### [Description of the task]
Respond with the count alone after checking every line in the material below for "highway".

═══ Records to use ═══

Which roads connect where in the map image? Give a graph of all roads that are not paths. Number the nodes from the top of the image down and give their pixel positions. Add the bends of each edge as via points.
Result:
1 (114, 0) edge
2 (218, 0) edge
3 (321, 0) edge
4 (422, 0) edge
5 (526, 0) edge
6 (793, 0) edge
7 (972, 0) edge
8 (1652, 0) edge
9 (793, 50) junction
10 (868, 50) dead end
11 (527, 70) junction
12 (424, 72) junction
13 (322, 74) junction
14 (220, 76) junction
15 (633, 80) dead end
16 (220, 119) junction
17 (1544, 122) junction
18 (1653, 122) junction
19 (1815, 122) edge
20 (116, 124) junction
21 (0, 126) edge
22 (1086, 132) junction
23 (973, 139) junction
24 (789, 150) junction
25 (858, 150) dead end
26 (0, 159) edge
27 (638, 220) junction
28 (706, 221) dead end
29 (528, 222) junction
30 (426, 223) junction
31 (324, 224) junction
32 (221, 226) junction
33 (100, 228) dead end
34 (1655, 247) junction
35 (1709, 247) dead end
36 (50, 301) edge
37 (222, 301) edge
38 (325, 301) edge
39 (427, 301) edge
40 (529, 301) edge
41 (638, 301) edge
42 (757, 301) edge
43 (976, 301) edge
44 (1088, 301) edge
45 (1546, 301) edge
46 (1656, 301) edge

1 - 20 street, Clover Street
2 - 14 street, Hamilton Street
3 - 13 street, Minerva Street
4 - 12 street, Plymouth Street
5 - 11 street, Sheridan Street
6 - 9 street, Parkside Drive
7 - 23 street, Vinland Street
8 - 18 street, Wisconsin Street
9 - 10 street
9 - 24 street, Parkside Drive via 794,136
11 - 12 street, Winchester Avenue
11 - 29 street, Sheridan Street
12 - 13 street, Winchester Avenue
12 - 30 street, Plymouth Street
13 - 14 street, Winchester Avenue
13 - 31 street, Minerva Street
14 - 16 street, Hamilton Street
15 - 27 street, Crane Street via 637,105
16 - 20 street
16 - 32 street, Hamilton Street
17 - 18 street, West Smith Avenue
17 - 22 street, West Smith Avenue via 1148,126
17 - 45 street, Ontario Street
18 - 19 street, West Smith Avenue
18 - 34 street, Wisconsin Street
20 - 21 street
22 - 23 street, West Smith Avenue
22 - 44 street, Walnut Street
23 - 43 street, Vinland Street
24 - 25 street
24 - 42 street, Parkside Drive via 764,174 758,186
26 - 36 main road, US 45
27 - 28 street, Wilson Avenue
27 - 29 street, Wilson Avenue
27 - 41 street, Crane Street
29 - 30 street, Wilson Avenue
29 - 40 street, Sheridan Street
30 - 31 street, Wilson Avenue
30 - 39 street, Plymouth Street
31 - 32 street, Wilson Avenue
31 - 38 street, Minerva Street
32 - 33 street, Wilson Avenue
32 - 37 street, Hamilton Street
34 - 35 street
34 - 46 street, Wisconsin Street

═══
═══ Records to use ═══

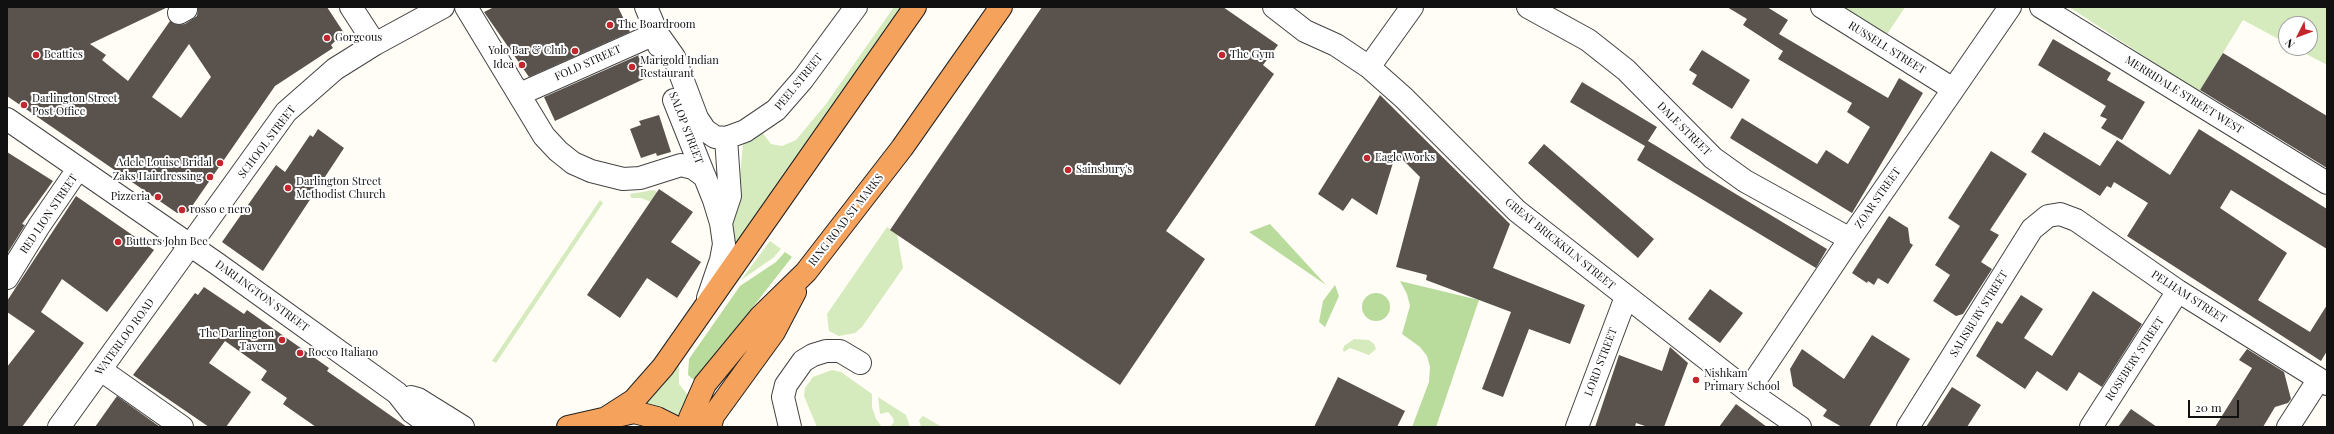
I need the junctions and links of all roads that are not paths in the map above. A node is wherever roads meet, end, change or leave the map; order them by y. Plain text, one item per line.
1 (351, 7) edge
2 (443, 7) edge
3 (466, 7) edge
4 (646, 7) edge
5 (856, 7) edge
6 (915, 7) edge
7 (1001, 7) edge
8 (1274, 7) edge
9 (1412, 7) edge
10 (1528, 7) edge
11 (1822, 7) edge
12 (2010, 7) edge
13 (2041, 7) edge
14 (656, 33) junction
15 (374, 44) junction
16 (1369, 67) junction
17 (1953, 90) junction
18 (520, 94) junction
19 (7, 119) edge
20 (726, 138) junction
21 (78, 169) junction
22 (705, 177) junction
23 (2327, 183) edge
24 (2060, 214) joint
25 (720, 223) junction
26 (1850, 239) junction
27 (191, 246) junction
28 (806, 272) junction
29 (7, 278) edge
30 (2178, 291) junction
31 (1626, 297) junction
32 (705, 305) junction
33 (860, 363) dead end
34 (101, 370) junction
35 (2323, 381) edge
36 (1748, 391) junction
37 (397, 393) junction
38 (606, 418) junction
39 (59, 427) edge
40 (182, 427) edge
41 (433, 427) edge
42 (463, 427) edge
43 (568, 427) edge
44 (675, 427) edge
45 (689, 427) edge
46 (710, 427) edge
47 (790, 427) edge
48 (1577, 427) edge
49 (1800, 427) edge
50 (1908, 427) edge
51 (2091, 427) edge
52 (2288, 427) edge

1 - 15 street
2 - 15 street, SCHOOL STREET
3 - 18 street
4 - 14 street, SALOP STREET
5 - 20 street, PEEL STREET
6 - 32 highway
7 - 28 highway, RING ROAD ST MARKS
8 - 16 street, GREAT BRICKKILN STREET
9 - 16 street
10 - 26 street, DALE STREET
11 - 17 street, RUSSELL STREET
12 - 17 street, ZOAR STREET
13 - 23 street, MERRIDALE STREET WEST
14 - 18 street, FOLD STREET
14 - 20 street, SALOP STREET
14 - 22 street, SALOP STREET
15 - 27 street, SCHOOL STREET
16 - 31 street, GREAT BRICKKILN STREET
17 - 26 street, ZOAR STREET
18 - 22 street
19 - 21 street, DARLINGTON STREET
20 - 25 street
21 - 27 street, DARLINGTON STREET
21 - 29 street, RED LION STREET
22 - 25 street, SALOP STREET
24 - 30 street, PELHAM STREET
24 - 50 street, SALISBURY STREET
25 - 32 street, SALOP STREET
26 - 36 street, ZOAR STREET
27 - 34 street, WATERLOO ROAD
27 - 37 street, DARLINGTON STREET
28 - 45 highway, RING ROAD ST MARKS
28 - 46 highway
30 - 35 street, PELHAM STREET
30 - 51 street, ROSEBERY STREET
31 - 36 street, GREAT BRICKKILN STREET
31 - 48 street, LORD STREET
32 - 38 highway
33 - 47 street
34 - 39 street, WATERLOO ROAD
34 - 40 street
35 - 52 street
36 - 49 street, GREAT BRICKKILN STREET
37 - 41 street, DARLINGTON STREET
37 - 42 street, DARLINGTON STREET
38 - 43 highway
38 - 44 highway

═══
═══ Records to use ═══

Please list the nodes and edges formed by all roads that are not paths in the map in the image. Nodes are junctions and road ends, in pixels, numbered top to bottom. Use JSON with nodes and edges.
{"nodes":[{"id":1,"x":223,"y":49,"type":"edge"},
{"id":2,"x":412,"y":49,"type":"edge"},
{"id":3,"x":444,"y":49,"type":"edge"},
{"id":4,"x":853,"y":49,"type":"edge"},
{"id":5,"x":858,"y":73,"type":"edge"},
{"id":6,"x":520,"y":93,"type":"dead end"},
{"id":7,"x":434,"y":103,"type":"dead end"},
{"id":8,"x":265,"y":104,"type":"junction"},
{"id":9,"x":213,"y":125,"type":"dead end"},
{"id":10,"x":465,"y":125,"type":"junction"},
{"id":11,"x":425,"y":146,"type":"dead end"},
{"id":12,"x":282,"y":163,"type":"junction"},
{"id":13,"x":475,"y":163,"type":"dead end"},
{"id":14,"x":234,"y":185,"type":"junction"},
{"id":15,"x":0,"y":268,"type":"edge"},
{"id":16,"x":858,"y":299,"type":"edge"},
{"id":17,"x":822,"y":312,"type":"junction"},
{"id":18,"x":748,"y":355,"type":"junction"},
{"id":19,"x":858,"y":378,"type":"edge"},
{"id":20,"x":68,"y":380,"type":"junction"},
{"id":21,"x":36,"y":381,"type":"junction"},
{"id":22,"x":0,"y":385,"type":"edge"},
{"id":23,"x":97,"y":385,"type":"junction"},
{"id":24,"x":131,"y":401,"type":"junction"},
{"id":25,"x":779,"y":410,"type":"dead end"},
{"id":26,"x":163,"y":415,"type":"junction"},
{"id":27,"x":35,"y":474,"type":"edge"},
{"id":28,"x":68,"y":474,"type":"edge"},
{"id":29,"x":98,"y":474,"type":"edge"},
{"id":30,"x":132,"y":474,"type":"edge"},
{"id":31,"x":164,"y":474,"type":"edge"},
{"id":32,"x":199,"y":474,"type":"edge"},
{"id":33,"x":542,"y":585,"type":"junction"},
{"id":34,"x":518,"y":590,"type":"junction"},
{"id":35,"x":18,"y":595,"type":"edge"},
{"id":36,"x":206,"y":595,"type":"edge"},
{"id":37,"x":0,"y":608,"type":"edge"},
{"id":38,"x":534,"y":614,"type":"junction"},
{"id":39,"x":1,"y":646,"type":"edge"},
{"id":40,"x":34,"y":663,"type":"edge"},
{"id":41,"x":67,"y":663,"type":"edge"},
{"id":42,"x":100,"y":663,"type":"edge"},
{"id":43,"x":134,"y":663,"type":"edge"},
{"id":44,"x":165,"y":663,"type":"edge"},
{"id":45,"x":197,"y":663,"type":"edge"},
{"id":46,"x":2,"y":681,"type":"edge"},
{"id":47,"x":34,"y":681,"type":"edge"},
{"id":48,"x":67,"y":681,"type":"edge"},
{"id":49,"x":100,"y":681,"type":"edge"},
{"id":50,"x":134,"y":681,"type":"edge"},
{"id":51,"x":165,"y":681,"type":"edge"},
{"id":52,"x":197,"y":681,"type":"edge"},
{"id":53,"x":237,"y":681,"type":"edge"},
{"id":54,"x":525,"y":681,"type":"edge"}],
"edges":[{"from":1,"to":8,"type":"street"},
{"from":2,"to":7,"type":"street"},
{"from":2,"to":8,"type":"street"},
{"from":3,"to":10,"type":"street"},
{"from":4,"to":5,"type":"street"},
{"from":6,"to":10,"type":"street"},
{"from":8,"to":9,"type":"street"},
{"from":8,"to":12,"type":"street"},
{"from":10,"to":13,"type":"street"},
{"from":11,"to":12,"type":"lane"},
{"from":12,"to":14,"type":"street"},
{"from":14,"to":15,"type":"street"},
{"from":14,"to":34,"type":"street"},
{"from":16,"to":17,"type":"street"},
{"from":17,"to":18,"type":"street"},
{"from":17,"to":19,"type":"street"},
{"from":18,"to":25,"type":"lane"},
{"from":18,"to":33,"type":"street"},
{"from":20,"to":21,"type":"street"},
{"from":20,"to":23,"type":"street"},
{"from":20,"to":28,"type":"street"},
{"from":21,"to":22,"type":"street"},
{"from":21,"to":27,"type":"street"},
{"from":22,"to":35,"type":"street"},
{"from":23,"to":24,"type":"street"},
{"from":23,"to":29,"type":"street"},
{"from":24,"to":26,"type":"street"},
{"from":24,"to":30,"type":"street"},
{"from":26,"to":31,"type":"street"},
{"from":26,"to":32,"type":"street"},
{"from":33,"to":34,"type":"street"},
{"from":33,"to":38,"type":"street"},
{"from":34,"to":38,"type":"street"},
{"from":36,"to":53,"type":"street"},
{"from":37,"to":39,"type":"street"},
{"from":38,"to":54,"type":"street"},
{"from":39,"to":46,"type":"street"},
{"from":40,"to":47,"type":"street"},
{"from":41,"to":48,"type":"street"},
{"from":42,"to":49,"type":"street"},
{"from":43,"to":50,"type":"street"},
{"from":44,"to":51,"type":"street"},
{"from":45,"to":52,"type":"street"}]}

═══

### [Solution]
7